Health services research can be divided into two key areas: 1.) health services research based on principles and 2.) health services research geared towards application. The primary aim of health services research based on principles is to describe the various elements of complex, differentiated health services systems and to clarify potential causal connections. Lohr and Steinwachs (2002) define health services research in this context as a multidisciplinary study, the aim of which is to investigate how social factors, financial systems, organizational structures and processes, health technologies and individual behavior affect access to the health care system, the quality and cost of care and finally health and well being. Conversely, research health services targeted towards application are involved in developing innovative health services concepts and structures (concept development) based on the knowledge generated through basic research, evaluating the implementation of these new concepts under routine, daily conditions at the same time (concomitant research) and finally researching effectiveness (outcome research).

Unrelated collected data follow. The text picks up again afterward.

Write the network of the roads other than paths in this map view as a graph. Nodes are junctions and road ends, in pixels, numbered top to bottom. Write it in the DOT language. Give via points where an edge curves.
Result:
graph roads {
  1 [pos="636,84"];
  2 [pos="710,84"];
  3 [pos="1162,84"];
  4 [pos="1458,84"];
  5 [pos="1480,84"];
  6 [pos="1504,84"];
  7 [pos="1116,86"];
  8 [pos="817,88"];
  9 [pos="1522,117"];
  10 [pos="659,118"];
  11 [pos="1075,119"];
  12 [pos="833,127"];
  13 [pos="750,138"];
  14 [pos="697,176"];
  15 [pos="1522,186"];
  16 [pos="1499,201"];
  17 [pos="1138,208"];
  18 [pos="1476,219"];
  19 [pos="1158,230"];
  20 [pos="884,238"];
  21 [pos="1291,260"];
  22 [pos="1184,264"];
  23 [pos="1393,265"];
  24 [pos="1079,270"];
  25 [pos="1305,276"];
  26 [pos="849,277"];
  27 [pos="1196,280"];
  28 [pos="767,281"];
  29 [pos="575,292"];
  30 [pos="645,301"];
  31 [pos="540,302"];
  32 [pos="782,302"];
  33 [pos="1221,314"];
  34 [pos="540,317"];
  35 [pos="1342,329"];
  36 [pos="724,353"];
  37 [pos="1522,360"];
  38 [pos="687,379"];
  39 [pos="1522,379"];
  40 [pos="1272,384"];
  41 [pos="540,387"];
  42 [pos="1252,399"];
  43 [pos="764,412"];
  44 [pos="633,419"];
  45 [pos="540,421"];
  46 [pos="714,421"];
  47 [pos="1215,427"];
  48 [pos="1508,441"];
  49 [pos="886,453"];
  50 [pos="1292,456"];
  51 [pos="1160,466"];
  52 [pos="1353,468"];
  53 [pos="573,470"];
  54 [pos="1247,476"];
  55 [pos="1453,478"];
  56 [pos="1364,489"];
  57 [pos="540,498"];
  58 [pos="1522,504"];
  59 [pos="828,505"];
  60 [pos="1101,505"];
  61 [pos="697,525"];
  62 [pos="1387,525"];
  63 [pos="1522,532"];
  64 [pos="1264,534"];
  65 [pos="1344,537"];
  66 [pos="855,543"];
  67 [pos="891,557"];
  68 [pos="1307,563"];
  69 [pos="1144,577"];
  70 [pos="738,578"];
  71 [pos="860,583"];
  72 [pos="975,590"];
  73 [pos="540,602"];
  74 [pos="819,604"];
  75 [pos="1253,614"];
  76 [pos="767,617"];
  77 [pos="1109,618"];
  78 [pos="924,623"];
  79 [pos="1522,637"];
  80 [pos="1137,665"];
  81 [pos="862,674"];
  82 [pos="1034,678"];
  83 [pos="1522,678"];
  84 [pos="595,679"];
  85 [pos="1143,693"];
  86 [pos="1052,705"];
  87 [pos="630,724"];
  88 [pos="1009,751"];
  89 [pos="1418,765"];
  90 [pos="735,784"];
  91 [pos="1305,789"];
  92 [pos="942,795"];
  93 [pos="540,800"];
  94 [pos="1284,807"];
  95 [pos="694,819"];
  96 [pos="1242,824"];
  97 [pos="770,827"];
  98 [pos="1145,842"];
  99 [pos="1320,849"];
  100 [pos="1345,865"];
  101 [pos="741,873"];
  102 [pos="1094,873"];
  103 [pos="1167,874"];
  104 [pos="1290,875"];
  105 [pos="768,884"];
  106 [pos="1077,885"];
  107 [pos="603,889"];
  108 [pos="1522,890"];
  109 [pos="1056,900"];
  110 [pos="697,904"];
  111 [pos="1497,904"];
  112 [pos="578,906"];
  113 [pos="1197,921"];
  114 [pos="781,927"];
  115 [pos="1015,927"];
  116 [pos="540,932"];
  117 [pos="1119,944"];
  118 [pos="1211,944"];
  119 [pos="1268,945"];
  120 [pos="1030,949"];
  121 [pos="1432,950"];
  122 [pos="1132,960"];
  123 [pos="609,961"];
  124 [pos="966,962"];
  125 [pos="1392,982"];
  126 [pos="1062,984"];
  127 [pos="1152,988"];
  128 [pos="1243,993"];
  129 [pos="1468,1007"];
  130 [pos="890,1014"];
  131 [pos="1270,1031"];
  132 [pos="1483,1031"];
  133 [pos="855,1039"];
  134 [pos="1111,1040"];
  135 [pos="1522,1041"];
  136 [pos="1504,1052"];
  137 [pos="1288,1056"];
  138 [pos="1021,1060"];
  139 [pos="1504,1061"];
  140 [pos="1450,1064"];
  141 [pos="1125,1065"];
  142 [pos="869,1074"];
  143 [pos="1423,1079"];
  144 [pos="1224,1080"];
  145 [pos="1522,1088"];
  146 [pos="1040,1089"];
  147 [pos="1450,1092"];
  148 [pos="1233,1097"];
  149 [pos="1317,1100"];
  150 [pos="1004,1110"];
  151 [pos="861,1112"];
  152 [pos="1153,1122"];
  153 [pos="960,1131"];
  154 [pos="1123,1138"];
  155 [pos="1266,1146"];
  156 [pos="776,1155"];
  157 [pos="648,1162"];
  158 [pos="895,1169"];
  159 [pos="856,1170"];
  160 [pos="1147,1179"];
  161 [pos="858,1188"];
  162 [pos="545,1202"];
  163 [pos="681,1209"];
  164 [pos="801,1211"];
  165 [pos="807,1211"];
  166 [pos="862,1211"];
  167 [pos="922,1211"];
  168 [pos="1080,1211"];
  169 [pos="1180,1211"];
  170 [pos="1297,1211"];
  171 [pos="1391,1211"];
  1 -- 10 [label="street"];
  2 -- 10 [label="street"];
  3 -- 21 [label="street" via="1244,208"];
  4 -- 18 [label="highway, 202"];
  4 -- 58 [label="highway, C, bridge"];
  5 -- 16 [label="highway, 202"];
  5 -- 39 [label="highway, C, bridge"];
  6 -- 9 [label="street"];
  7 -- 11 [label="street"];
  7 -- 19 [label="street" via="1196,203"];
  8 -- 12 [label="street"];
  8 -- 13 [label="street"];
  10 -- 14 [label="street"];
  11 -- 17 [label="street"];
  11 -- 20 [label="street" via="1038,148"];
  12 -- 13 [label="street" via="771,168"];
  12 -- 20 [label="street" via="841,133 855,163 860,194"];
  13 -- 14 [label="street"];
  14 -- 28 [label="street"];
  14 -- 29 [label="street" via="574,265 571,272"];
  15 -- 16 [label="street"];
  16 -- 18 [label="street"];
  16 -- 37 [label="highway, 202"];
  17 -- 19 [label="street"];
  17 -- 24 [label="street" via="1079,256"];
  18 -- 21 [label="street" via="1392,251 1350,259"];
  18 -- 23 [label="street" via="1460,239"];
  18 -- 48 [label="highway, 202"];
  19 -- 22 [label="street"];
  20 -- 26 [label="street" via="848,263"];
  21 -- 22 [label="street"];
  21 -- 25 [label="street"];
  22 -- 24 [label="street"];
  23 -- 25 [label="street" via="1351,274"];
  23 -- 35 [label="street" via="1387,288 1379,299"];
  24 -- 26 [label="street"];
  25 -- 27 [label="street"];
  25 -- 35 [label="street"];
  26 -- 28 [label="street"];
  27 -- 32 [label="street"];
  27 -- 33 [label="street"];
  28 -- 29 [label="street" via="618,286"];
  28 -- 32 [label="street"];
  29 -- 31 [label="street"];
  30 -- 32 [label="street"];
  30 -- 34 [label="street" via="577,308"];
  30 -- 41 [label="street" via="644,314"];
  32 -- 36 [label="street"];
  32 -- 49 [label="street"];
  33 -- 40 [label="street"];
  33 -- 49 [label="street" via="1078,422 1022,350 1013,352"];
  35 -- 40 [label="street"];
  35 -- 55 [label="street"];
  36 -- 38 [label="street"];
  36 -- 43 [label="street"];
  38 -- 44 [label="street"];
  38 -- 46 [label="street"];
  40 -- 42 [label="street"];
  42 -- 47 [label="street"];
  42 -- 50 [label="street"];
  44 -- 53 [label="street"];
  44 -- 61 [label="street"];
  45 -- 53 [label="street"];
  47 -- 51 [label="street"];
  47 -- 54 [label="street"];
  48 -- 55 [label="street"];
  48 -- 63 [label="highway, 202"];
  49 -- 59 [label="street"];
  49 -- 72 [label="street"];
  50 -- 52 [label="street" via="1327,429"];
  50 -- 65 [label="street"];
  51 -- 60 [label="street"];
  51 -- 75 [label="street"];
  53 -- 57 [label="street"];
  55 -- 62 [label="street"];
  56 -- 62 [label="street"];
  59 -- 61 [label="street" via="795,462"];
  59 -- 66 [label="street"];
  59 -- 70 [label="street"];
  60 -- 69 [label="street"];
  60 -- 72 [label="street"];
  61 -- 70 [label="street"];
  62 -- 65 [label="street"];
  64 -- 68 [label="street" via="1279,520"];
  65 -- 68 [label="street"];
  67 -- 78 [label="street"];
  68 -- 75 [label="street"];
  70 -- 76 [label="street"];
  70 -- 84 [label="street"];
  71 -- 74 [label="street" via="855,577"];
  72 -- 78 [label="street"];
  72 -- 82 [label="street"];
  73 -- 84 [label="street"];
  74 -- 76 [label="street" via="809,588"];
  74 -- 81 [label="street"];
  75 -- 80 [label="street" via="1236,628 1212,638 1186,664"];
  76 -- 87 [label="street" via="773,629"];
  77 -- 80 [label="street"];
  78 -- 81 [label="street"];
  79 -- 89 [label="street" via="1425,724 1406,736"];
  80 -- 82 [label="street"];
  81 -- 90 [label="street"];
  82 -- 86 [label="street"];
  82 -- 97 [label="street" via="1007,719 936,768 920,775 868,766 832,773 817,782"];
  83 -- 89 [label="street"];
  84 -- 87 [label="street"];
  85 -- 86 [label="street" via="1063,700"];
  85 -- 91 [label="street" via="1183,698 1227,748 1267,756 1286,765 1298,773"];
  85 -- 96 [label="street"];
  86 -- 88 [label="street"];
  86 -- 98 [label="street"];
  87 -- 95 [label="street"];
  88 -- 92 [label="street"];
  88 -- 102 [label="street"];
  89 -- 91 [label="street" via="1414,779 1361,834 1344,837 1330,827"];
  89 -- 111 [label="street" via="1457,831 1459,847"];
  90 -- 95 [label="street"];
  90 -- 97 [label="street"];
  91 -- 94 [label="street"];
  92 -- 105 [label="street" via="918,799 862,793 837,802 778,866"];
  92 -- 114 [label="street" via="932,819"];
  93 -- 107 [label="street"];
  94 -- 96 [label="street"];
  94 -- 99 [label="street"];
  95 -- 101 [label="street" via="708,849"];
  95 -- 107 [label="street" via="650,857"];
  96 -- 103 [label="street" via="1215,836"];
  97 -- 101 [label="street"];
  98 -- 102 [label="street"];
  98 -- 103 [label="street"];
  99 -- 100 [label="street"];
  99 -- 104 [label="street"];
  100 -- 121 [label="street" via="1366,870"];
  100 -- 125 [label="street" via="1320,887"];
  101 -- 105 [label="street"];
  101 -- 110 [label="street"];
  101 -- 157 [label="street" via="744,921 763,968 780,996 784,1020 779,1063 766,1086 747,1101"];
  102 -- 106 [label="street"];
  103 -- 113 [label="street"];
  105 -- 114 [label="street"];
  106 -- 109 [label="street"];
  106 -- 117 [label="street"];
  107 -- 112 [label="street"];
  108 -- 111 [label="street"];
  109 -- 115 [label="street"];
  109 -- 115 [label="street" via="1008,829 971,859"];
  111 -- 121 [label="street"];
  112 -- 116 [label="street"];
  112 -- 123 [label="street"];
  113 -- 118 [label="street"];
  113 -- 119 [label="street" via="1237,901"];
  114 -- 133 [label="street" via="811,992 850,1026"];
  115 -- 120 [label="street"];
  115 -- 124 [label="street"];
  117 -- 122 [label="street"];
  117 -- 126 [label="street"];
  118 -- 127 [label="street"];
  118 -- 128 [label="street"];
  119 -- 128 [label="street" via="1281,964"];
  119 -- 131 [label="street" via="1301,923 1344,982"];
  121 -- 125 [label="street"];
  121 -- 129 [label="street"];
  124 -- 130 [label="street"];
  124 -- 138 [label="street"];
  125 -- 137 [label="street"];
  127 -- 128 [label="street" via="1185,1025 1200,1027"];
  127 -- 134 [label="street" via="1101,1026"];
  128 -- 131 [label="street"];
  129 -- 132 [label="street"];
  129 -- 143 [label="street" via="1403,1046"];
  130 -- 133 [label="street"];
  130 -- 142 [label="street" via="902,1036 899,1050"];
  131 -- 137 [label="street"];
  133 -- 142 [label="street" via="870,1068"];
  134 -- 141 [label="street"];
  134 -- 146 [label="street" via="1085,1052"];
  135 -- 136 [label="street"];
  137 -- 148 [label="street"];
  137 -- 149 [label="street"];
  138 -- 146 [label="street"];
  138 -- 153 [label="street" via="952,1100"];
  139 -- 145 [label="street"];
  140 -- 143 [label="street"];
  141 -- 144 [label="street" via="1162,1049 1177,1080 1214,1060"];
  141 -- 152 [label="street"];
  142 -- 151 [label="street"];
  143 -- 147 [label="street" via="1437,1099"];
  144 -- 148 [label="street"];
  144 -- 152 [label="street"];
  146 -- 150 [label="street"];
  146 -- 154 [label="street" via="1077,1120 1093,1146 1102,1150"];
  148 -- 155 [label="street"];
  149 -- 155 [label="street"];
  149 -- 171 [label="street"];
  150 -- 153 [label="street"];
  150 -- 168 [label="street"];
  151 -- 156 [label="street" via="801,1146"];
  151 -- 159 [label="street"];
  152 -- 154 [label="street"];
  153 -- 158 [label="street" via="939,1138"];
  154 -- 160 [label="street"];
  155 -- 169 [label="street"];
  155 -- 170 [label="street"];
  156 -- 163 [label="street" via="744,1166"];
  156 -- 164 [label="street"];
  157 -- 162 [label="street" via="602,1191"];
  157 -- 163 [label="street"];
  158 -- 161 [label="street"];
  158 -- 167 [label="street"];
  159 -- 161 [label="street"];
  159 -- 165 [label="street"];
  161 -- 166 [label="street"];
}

The task of health services research is thus to use scientifically sound methods to identify health services deficits, to contribute to the development and implementation of new health services concepts and to evaluate their effectiveness. The investigation of health service needs (input), health service structures and processes (throughput), the services rendered (output) and gains in health or quality of life (outcome) as well as the direct relevance of research results to health policy decision making are the main characteristics of health services research.

Systems theory-based models of healthcare system (Pfaff, 2003)

Das systemtheoretische Modell des Versorgungssystems (Pfaff, 2003)

In this way, health services research lays the scientific foundations for continuous improvements in disease and health care and optimal mid- to long-term achievement of the three central health services targets, namely patient orientation, quality and economic efficiency.

The object of health services research is thus the medical and psychosocial care of patients and the professional prevention of disease and promotion of health in healthy subjects.